What is the purpose of this outreach? Has it been to bring more patrons into a museum or more members into a country club? God forbid!
It is to bring more sinners, terminally ill and dying, into the hospital known as BCC.
Get ready BCC, sinners are coming!
And as we get ready there are two things we must do:
First: We must remember to spend time daily at the foot of the great physician ourselves. Though we are getting healthier and maturing in the faith, our treatment is still far from complete. Remember, Christ didn’t just come to save us from hell, He came to save us unto himself.
Second: As I remember the nurses and doctors working the E.R. on that day in July I can’t help but remember how they operated out of compassion coupled with a sense of urgency.

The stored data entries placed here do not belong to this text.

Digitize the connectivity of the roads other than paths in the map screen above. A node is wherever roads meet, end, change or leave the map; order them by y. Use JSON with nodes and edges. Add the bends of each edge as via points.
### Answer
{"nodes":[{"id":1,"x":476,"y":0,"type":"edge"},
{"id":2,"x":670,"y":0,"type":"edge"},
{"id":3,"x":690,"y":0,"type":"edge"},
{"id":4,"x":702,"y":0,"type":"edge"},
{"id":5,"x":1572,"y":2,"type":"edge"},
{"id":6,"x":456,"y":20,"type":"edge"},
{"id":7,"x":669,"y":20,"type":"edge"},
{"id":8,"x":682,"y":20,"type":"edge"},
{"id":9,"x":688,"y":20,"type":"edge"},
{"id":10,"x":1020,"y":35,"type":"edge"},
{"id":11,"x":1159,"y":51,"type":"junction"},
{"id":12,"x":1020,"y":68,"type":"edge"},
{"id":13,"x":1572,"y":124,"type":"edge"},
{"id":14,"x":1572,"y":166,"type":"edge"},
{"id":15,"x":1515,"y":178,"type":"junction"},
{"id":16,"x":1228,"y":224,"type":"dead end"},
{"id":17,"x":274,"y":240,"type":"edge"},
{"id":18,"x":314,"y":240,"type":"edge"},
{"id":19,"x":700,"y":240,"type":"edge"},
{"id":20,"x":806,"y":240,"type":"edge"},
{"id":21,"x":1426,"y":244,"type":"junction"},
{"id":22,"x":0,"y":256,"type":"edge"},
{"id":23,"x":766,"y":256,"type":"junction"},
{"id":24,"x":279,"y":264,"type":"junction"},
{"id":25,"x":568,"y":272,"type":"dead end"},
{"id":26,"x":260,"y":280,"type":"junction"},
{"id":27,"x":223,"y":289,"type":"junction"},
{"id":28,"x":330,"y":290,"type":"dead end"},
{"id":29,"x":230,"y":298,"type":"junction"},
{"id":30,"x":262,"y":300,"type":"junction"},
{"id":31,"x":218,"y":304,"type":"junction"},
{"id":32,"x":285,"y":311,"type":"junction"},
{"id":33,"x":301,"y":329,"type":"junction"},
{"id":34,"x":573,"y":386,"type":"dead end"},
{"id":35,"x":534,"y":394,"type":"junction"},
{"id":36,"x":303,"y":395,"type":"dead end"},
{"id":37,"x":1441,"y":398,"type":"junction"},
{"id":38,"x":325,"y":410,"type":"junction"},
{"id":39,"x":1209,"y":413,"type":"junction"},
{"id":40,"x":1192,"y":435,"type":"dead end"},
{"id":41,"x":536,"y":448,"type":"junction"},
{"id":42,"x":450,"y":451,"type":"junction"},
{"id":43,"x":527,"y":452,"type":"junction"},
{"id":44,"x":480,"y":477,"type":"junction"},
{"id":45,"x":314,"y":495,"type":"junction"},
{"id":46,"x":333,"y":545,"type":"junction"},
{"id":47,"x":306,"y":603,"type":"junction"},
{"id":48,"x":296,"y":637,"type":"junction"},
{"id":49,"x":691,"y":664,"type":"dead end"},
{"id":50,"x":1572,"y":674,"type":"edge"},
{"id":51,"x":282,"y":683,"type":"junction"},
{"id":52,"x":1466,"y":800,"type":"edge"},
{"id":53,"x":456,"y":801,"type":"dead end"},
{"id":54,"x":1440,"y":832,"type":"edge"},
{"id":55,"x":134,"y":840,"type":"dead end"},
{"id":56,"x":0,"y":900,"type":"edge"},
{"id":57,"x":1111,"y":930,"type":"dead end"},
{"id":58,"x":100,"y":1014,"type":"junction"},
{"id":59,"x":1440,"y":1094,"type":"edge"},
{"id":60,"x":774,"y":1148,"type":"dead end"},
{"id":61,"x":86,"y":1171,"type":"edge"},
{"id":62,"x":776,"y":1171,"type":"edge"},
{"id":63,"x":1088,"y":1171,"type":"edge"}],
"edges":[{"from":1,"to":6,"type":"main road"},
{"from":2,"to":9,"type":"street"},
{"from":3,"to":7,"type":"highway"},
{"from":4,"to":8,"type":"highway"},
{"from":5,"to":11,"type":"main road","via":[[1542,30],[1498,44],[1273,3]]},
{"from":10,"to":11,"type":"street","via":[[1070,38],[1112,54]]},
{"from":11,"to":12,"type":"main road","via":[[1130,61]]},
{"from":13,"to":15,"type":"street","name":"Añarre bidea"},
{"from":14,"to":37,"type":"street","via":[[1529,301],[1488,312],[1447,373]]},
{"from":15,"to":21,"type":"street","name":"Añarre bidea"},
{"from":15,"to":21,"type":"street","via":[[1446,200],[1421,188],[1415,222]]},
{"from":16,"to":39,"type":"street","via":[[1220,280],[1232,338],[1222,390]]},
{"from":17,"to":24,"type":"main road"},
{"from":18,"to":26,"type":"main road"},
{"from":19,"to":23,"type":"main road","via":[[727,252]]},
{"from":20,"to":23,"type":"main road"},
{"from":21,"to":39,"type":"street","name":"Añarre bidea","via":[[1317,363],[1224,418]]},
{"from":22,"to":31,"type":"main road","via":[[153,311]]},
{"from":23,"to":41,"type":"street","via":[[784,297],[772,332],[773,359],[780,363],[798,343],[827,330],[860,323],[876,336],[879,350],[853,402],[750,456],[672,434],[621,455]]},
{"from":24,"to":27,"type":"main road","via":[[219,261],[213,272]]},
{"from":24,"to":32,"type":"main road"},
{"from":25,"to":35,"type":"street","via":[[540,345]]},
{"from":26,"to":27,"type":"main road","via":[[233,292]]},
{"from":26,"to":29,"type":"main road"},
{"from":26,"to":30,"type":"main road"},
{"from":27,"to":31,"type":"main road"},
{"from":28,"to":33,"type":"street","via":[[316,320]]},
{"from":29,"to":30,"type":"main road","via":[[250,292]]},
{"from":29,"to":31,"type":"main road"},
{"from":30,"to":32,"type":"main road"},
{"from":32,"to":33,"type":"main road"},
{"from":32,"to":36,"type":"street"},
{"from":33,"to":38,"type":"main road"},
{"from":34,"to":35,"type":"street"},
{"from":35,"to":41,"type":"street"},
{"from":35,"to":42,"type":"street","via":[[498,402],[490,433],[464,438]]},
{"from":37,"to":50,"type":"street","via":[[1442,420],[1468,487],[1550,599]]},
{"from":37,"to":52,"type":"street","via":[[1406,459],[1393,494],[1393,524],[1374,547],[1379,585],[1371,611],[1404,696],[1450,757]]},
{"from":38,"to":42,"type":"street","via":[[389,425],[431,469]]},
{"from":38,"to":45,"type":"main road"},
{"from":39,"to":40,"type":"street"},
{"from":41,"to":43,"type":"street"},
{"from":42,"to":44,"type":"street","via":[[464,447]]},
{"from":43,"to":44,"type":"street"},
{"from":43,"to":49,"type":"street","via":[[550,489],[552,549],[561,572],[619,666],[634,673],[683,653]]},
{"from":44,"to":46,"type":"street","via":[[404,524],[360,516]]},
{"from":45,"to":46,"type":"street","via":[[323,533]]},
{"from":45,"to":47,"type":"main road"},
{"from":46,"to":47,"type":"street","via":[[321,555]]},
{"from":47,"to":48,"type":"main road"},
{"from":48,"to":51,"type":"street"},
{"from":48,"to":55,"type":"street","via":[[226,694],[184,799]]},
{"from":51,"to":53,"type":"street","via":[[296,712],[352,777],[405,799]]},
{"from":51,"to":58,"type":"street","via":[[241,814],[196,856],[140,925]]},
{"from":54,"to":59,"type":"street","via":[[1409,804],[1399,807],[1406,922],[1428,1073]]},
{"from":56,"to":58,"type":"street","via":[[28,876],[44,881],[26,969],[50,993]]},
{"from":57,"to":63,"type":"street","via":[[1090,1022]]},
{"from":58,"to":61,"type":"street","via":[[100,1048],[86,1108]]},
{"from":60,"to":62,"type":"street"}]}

I think this is a perfect example for us.
I can immediately think of areas where I myself am not always prone to be compassionate and need to remind myself that we are in fact a “Hospital not Museum.”
When I hear a child crying or talking in the back am I immediately annoyed or am I moved with compassion for the Mother who could have very easily stayed home watching Bluey, but instead managed to get him to church? “Hospital not museum.”
When I am leading worship and I see that guy walk in ten minutes late with a coffee in his hand am I annoyed at his apparent lack of punctuality? Or am I rejoicing in the fact that he, though battered and worn after a long week, made it into the house of the Lord? “Hospital not Museum.”
Our compassion must be coupled with sense of urgency. Why? Because whether they realize it or not, everyone who walks through the doors of BCC is terminally ill and on a collision course with a Holy God. I think the best way to show urgency is to be intentional. Be intentional in how we care for individual needs and be intentional in always bringing them to the feet of Christ. Remember, He is the great physician. We are not.
As you lean into what this means for you, be encouraged with these words:
“And let us not grow weary of doing good, for in due season we will reap, if we do not give up.” - Galatians 6:9
Don’t grow weary.
Don’t give up.
Our reward is coming, It is Christ himself.